▶ _WHAT TO PRODUCE_:
The entries follow. Please return all of them exactly.

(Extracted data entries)

___

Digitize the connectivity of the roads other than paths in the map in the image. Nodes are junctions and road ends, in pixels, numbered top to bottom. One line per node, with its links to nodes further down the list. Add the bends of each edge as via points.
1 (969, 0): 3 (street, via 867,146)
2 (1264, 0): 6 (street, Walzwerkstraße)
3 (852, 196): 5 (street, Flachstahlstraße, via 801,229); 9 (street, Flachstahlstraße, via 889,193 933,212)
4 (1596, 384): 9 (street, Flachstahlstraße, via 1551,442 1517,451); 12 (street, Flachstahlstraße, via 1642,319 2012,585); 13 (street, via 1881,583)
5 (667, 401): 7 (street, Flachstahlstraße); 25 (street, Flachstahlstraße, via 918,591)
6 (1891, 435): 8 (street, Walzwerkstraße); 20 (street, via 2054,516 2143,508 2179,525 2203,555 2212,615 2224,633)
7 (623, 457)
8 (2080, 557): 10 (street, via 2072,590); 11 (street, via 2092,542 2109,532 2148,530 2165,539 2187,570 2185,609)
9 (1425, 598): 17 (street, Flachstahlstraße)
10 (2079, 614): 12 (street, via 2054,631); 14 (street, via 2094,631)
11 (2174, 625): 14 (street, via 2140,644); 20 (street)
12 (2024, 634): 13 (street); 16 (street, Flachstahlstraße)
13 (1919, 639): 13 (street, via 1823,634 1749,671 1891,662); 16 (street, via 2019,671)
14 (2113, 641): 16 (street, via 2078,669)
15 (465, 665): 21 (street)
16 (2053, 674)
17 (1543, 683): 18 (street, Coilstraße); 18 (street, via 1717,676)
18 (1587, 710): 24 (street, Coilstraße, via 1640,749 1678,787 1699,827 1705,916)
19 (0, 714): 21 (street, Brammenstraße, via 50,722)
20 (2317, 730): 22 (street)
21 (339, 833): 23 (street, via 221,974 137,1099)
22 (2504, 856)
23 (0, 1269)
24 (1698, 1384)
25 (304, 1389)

___

▶ _EXERCISE RESPONSE_:
Digitize the connectivity of the roads other than paths in the map in the image. Nodes are junctions and road ends, in pixels, numbered top to bottom. One line per node, with its links to nodes further down the list. Add the bends of each edge as via points.
1 (969, 0): 3 (street, via 867,146)
2 (1264, 0): 6 (street, Walzwerkstraße)
3 (852, 196): 5 (street, Flachstahlstraße, via 801,229); 9 (street, Flachstahlstraße, via 889,193 933,212)
4 (1596, 384): 9 (street, Flachstahlstraße, via 1551,442 1517,451); 12 (street, Flachstahlstraße, via 1642,319 2012,585); 13 (street, via 1881,583)
5 (667, 401): 7 (street, Flachstahlstraße); 25 (street, Flachstahlstraße, via 918,591)
6 (1891, 435): 8 (street, Walzwerkstraße); 20 (street, via 2054,516 2143,508 2179,525 2203,555 2212,615 2224,633)
7 (623, 457)
8 (2080, 557): 10 (street, via 2072,590); 11 (street, via 2092,542 2109,532 2148,530 2165,539 2187,570 2185,609)
9 (1425, 598): 17 (street, Flachstahlstraße)
10 (2079, 614): 12 (street, via 2054,631); 14 (street, via 2094,631)
11 (2174, 625): 14 (street, via 2140,644); 20 (street)
12 (2024, 634): 13 (street); 16 (street, Flachstahlstraße)
13 (1919, 639): 13 (street, via 1823,634 1749,671 1891,662); 16 (street, via 2019,671)
14 (2113, 641): 16 (street, via 2078,669)
15 (465, 665): 21 (street)
16 (2053, 674)
17 (1543, 683): 18 (street, Coilstraße); 18 (street, via 1717,676)
18 (1587, 710): 24 (street, Coilstraße, via 1640,749 1678,787 1699,827 1705,916)
19 (0, 714): 21 (street, Brammenstraße, via 50,722)
20 (2317, 730): 22 (street)
21 (339, 833): 23 (street, via 221,974 137,1099)
22 (2504, 856)
23 (0, 1269)
24 (1698, 1384)
25 (304, 1389)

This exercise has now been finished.